1999 personal digital assistant by Psion

The Psion Revo, launched in November 1999, is a personal digital assistant (PDA) from Psion. It is the successor to the Psion Series 3 and a light version of Psion Series 5mx. It is software-compatible with the 5mx and has the same processor but is more lightweight (200 g vs 354 g of 5mx) and substantially smaller (157 × 79 × 17 mm). Relative to the Series 5 and 5mx, the Revo has a smaller screen (480 × 160 vs 640 × 240 of Series 5–5mx), and lacks a flash-card slot and backlight.

The Revo comes in two variants, Psion Revo and Psion Revo Plus, having 8 and 16 MB of random-access memory (RAM) respectively. It is powered by a 36 MHz ARM architecture 710T microprocessor, and a larger battery for the Plus model. Among other things, the hardware is equipped with a short-range Infrared Data Association (IrDA) wireless infrared communication system and a touchscreen. Like its bigger counterpart Series 5mx, it comes with a small suite of office and communications programs built into the ROM chips. Other programs are user-installable by using a docking station to send Revo programs from a desktop computer.

SONICblue Incorporated produced a version of the Psion Revo Plus renamed to Diamond Mako, which they distributed in the United States and Canada.

Along with Enfour, Psion made two versions of the Revo for the Chinese market named the 618C (Traditional Chinese characters) and 618S (Simplified Chinese characters).

==OpenPsion==
Open-source software projects were begun to port Linux to the Psion Revo and other Psion PDAs, including OpenPsion, formerly PsiLinux, and Revol, an optimized version of OpenPsion for the Revo.

==Conan==
Shortly before the demise of Psion in the commercial PDA market, work was near completion on a successor to the Revo, a 3rd-generation PDA with the codename Conan. The Conan ran EPOC Release 6 and was to feature support for Bluetooth and a backlight, although the former did not function in the development builds.

==Battery==
The Revo was notorious for battery and charging problems.

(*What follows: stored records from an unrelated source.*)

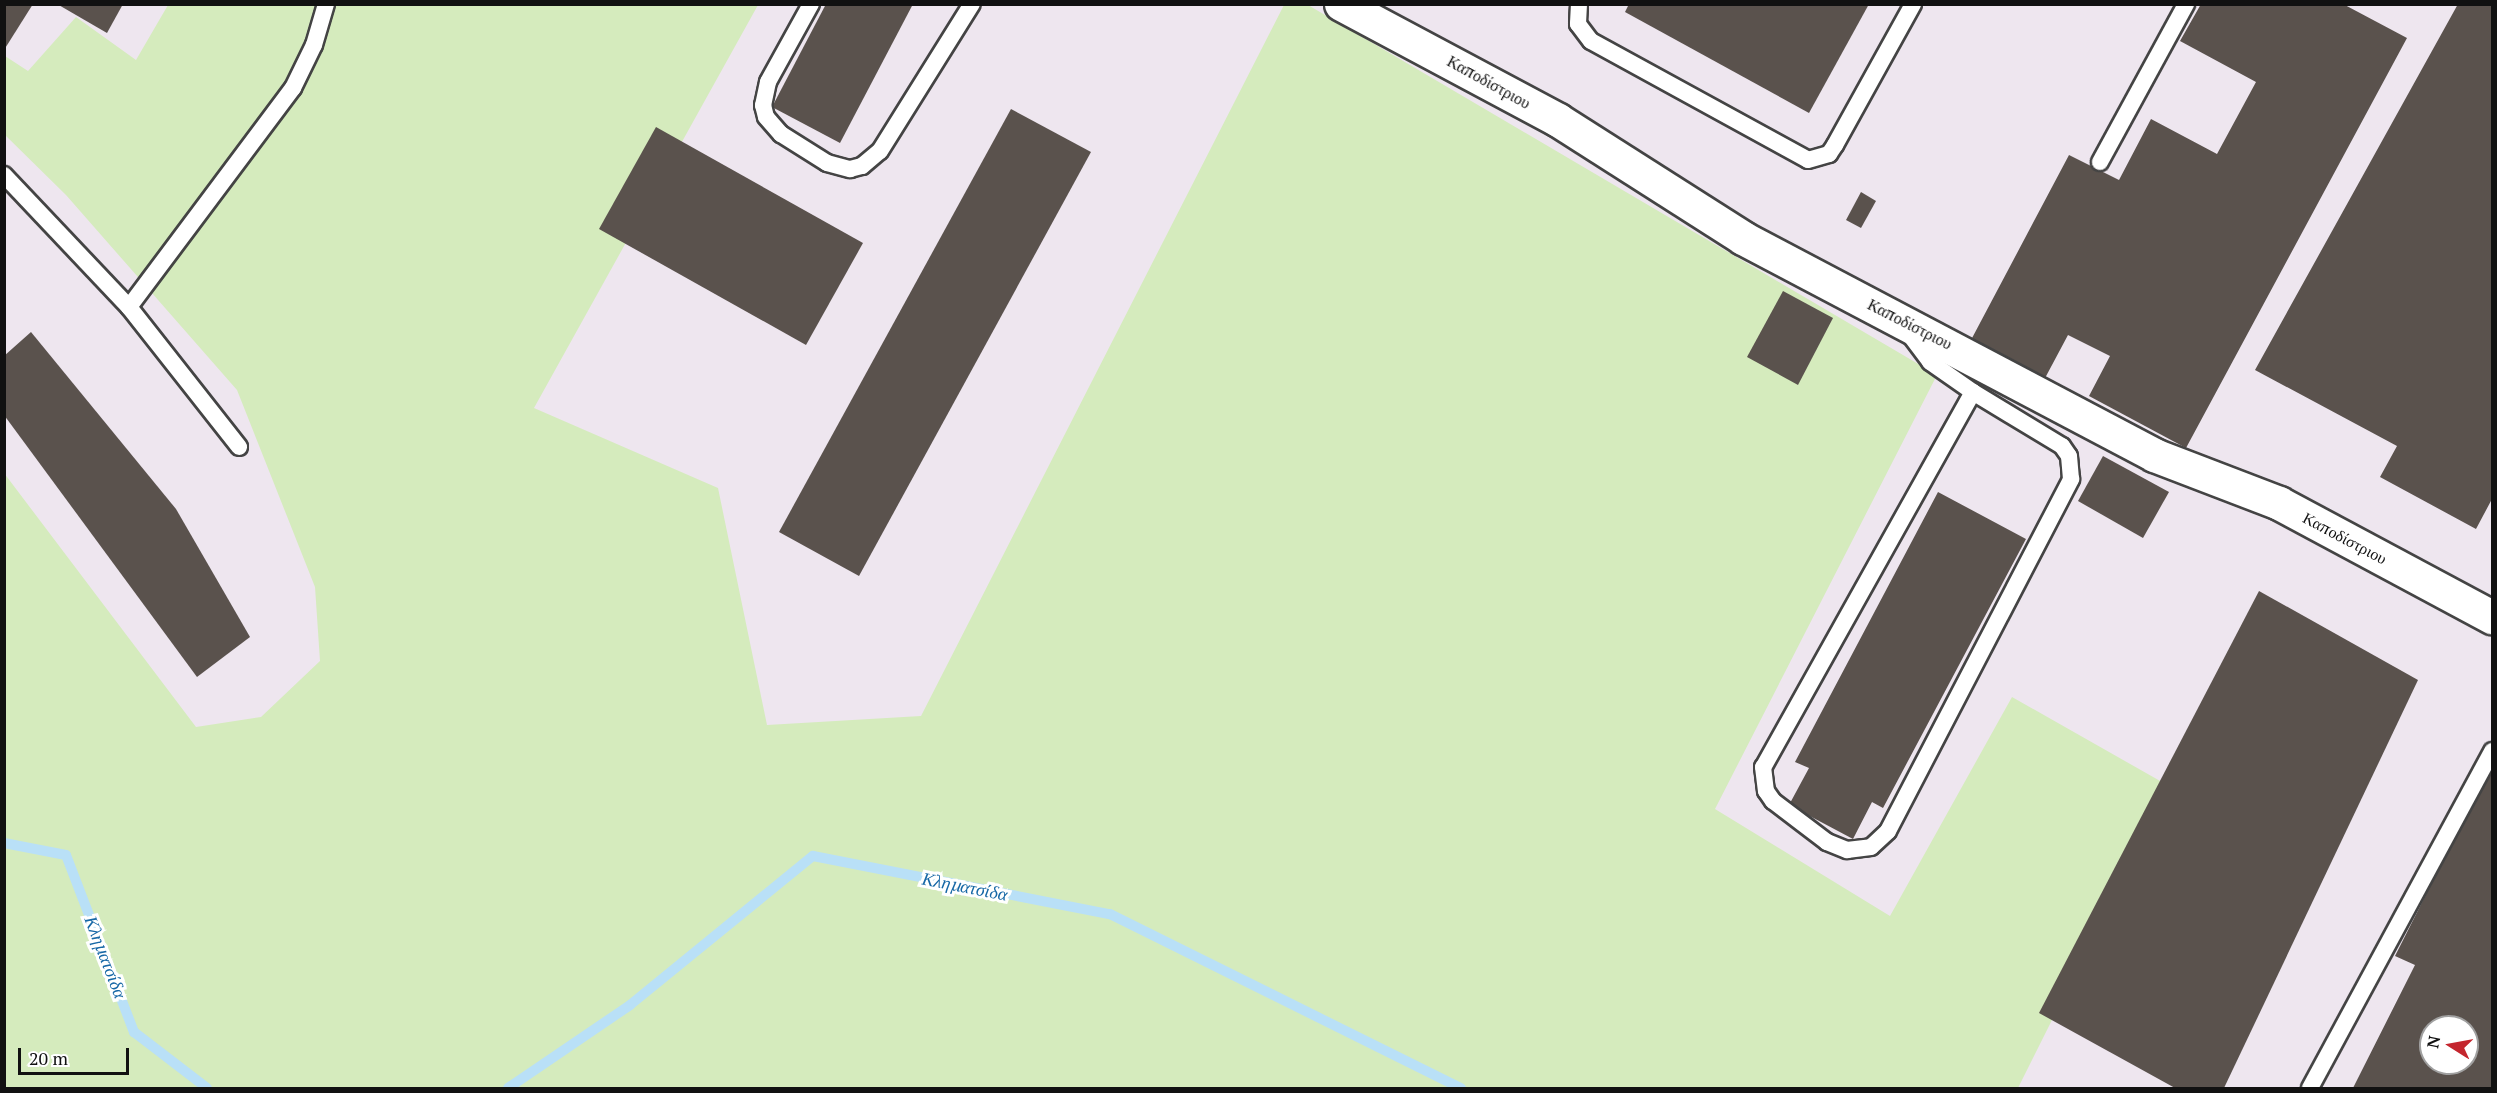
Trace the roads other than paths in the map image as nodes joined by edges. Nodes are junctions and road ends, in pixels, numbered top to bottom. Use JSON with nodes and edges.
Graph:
{"nodes":[{"id":1,"x":326,"y":4,"type":"edge"},
{"id":2,"x":811,"y":4,"type":"edge"},
{"id":3,"x":972,"y":4,"type":"edge"},
{"id":4,"x":1341,"y":4,"type":"edge"},
{"id":5,"x":1579,"y":4,"type":"edge"},
{"id":6,"x":1913,"y":4,"type":"edge"},
{"id":7,"x":2186,"y":4,"type":"edge"},
{"id":8,"x":2100,"y":162,"type":"dead end"},
{"id":9,"x":4,"y":175,"type":"edge"},
{"id":10,"x":129,"y":307,"type":"junction"},
{"id":11,"x":1900,"y":320,"type":"junction"},
{"id":12,"x":1973,"y":392,"type":"junction"},
{"id":13,"x":239,"y":447,"type":"dead end"},
{"id":14,"x":2493,"y":617,"type":"edge"},
{"id":15,"x":2493,"y":751,"type":"edge"},
{"id":16,"x":2310,"y":1089,"type":"edge"}],
"edges":[{"from":1,"to":10,"type":"lane"},
{"from":2,"to":3,"type":"lane"},
{"from":4,"to":11,"type":"street","name":"Καποδίστριου"},
{"from":5,"to":6,"type":"lane"},
{"from":7,"to":8,"type":"lane"},
{"from":9,"to":10,"type":"lane"},
{"from":10,"to":13,"type":"lane"},
{"from":11,"to":12,"type":"lane"},
{"from":11,"to":14,"type":"street","name":"Καποδίστριου"},
{"from":12,"to":12,"type":"lane"},
{"from":15,"to":16,"type":"lane"}]}
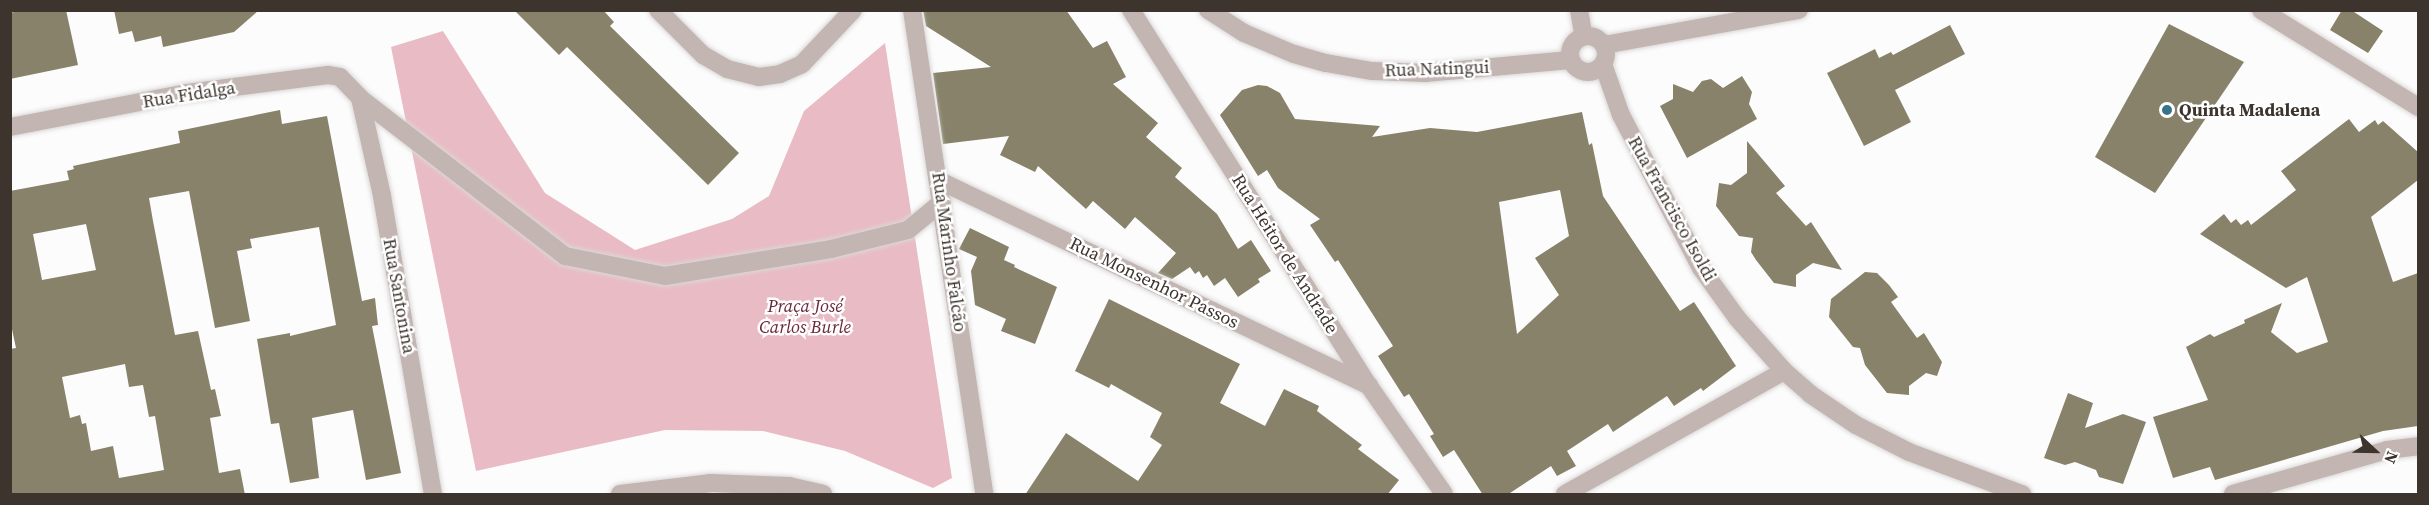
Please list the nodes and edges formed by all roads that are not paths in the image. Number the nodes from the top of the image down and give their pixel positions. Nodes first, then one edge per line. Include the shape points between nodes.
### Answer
1 (658, 10) edge
2 (853, 10) edge
3 (912, 10) edge
4 (1131, 10) edge
5 (1208, 10) edge
6 (1579, 10) edge
7 (1799, 10) edge
8 (2261, 10) edge
9 (1584, 36) junction
10 (1604, 45) junction
11 (1603, 64) junction
12 (1575, 66) junction
13 (360, 98) junction
14 (2417, 106) edge
15 (1621, 115) junction
16 (10, 127) edge
17 (938, 180) junction
18 (942, 202) junction
19 (1784, 371) junction
20 (1369, 386) junction
21 (2418, 446) edge
22 (433, 495) edge
23 (620, 495) edge
24 (823, 495) edge
25 (984, 495) edge
26 (1444, 495) edge
27 (1565, 495) edge
28 (2022, 495) edge
29 (2233, 495) edge

1 - 2 street via 703,55 727,69 759,77 780,74 802,64
3 - 17 street, Rua Marinho Falcão
4 - 20 street, Rua Heitor de Andrade
5 - 12 street, Rua Natingui via 1244,33 1294,54 1372,71 1425,73
6 - 9 street
7 - 10 street
8 - 14 street
9 - 10 street
9 - 12 street via 1570,48
10 - 11 street
11 - 12 street via 1593,72
11 - 15 street, Rua Francisco Isoldi
12 - 15 street, Rua Francisco Isoldi
13 - 16 street, Rua Fidalga via 340,78 328,75 187,93
13 - 18 street, Rua Fidalga via 565,256 665,276 831,249 908,230
13 - 22 street, Rua Santonina via 382,195
15 - 19 street, Rua Francisco Isoldi via 1701,268 1737,318
17 - 18 street, Rua Marinho Falcão
17 - 20 street, Rua Monsenhor Passos
18 - 25 street, Rua Marinho Falcão
19 - 27 street
19 - 28 street, Rua Francisco Isoldi via 1856,425 1909,452
20 - 26 street, Rua Heitor de Andrade
21 - 29 street via 2387,450
23 - 24 street via 711,483 789,486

Unlike the Series 5mx, which used 2 user-replaceable AA batteries, the Revo is powered by 2 built-in rechargeable AAA 700 mAh nickel–metal hydride battery (NiMH) batteries. After backing up all data, the batteries can be accessed by closing the unit, gently prying off the logo plate (using heat and a watchmaker's knife or a similar tool), moving the 2 small pins that are behind it, and carefully opening the clam shell (silver part) of the casing, removing a third pin from the left hinge and very carefully lifting the part away unclipping it and sliding it to the right and off of the right hinge's fixed pin. The batteries are wrapped in black tape, which can be removed starting from the left, taking care not to break the thermistor that it also encloses. The positive and negative wires can be desoldered from their tabs, minding the iron tip does not make contact with the cell (don't cut the wires). Replacement batteries must be taped in just as securely and put a dab of glue over the socket, as Revos suffer from batteries coming loose and unplugging (fixed in the Plus model). After replacing (and after a hard reset), the unit must be charged uninterrupted from 0-100%, which is 6 hours for stock battery capacity (preferably with the unit turned off), so that the hardware can recalibrate, as per instructions for a new unit. Due to the way the charging circuit works, it is not recommended you use anything other than Ni-MH cells. If you replace with higher capacity, you will need to work out how much longer the device needs charging for. Ignore the battery meter on first charge. The (red) charging light turns off around 84%.

It is not recommended to put either Revo models on charge when their battery is over 80% due to a sense in thermal change required around this level. Missing this thermal change can and does lead to overchargeing.